(Task details) Indicate only the number of lines in the listing below in which the word "buttons" appears.

(Exercise input)
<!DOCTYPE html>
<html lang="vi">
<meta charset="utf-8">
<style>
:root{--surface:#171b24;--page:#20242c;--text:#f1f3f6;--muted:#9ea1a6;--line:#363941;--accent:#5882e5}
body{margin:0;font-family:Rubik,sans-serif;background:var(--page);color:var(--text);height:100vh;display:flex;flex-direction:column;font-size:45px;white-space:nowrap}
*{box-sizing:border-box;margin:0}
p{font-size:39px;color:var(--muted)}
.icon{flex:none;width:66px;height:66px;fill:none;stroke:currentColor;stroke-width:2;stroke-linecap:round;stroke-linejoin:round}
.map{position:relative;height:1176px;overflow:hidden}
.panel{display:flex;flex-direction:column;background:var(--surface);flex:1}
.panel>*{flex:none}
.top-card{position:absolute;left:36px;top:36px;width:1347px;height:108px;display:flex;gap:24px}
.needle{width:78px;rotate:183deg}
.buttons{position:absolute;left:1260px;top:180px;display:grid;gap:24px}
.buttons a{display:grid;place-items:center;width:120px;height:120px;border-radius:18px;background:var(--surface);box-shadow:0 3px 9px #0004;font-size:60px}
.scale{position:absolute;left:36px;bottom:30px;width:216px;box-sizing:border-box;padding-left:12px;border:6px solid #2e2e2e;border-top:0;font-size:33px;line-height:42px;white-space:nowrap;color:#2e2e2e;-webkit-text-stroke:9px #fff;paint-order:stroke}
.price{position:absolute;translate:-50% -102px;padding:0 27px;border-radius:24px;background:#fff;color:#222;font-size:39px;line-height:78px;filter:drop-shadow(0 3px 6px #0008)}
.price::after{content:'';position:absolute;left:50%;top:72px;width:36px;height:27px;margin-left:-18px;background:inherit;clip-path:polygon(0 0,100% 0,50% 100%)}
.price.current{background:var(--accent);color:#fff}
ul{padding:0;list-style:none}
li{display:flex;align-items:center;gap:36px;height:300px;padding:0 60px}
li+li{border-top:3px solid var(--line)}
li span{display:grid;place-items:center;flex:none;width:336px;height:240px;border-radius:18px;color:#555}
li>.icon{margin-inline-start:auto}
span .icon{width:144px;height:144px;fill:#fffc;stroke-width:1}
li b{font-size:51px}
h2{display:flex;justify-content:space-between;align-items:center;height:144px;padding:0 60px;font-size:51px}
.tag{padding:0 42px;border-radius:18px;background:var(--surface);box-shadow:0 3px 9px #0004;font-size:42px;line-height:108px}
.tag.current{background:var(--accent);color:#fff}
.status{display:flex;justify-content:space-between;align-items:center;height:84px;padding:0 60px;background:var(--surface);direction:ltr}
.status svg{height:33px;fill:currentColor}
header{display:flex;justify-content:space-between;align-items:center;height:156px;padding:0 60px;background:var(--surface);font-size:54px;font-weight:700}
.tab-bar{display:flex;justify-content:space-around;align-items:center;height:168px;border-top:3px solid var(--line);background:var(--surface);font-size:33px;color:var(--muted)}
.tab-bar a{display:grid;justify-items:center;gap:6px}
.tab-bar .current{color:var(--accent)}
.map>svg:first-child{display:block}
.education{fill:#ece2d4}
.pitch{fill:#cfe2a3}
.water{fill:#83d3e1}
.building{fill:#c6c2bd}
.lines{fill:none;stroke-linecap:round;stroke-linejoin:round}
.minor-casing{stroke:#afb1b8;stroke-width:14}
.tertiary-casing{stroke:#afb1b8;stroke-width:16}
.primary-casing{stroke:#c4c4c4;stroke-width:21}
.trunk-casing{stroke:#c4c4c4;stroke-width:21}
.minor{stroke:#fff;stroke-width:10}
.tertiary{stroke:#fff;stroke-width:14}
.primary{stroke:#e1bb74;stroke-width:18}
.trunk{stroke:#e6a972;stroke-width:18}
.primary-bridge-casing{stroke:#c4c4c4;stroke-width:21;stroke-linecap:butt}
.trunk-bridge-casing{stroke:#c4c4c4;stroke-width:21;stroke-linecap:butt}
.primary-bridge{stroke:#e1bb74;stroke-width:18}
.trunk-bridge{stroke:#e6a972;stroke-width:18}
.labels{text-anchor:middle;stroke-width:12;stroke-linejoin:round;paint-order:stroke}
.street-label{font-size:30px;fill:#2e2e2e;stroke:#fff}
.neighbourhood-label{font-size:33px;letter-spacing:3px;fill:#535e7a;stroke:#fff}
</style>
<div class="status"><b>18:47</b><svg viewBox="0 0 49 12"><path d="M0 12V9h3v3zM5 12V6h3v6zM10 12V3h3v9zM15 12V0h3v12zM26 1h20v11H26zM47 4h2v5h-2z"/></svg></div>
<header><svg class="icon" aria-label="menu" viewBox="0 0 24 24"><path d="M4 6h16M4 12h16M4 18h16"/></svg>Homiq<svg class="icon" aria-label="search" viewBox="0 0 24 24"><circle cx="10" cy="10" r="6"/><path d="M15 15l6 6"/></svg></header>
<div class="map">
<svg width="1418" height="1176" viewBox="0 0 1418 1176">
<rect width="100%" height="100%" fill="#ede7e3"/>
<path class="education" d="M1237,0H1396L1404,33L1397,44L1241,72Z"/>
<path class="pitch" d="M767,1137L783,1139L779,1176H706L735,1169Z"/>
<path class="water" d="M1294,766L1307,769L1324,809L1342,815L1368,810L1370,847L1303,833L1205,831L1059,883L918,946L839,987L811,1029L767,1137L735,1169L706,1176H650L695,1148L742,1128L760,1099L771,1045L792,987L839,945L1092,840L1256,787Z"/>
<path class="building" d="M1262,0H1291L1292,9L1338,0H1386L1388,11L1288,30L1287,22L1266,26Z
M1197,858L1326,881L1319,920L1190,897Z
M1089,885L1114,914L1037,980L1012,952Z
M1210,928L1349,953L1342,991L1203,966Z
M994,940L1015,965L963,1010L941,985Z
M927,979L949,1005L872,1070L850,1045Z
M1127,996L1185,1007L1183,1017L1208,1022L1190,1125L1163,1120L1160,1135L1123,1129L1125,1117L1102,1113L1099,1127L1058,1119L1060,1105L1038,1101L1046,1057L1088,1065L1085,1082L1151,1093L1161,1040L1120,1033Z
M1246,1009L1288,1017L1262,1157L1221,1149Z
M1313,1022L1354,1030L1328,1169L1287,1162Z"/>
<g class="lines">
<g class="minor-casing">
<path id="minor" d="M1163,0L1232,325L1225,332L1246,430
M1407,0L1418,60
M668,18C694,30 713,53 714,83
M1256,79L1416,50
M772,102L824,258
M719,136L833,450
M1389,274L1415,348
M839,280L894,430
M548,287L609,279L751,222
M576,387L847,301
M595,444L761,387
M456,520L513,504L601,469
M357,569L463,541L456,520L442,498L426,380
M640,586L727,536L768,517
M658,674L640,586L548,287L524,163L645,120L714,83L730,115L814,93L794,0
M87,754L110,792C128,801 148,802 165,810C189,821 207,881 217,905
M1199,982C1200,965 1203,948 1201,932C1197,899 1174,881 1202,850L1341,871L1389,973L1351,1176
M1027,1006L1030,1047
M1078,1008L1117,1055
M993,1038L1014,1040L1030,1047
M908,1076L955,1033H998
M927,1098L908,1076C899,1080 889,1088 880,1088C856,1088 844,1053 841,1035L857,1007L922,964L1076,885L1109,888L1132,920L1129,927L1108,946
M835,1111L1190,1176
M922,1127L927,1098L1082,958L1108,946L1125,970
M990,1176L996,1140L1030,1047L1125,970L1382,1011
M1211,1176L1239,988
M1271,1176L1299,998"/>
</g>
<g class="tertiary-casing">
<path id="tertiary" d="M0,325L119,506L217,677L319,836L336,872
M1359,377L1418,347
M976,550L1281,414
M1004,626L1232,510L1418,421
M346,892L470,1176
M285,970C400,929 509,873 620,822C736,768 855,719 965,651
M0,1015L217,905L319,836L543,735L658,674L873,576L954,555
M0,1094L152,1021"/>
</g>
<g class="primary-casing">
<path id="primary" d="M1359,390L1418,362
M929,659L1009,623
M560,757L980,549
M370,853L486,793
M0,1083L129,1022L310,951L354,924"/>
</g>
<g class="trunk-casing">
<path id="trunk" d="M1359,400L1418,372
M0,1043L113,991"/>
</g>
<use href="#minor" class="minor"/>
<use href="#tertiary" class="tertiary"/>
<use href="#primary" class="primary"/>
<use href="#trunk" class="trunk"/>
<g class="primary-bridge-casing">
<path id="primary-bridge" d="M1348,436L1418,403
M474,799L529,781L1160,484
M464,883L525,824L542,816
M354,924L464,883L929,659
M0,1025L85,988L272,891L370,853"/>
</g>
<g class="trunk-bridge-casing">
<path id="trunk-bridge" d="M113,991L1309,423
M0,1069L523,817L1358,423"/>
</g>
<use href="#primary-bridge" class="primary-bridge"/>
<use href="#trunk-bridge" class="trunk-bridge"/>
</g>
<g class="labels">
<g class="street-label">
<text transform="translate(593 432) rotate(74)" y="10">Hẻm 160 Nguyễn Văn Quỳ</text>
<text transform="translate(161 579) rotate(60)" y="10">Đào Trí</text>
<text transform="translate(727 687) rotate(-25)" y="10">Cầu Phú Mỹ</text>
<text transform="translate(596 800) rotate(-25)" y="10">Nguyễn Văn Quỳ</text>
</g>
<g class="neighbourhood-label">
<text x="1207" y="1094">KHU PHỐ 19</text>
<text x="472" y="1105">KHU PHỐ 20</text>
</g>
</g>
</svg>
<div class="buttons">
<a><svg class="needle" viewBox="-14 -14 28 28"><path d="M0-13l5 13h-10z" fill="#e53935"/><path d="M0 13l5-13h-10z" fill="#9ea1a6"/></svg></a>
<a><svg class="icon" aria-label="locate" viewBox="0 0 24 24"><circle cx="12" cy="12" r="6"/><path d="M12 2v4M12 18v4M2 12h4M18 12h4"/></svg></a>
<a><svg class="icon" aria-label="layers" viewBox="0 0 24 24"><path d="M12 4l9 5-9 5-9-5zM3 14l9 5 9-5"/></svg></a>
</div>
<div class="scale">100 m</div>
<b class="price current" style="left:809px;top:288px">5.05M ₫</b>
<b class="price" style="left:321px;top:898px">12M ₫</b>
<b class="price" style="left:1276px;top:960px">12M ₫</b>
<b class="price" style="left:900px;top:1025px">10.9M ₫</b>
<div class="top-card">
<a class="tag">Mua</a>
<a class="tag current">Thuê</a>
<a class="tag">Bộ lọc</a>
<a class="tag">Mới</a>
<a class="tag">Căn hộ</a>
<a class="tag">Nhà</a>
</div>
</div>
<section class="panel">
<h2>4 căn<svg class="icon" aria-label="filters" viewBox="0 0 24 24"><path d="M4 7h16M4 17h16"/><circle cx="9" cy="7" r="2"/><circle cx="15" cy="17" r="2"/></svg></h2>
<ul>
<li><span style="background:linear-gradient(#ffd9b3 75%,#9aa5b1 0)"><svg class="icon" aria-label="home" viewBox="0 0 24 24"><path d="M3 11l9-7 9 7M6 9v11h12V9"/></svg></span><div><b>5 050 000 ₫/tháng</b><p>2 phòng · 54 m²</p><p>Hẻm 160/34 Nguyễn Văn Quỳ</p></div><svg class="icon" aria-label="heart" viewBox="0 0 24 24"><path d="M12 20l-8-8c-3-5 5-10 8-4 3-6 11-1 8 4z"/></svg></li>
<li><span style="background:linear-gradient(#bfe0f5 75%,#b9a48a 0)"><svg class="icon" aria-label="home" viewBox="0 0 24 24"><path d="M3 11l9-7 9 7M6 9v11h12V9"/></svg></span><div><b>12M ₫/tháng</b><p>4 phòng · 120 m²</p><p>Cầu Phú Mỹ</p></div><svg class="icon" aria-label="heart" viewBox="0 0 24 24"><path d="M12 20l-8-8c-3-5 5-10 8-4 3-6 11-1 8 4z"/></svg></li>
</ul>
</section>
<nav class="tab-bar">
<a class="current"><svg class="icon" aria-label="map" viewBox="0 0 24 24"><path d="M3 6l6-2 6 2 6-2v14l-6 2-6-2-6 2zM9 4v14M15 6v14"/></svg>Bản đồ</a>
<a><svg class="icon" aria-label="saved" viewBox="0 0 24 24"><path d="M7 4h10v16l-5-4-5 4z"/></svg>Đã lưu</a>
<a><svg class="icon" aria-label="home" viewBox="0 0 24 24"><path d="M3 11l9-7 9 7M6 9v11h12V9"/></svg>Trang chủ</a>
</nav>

(Output for this task) 3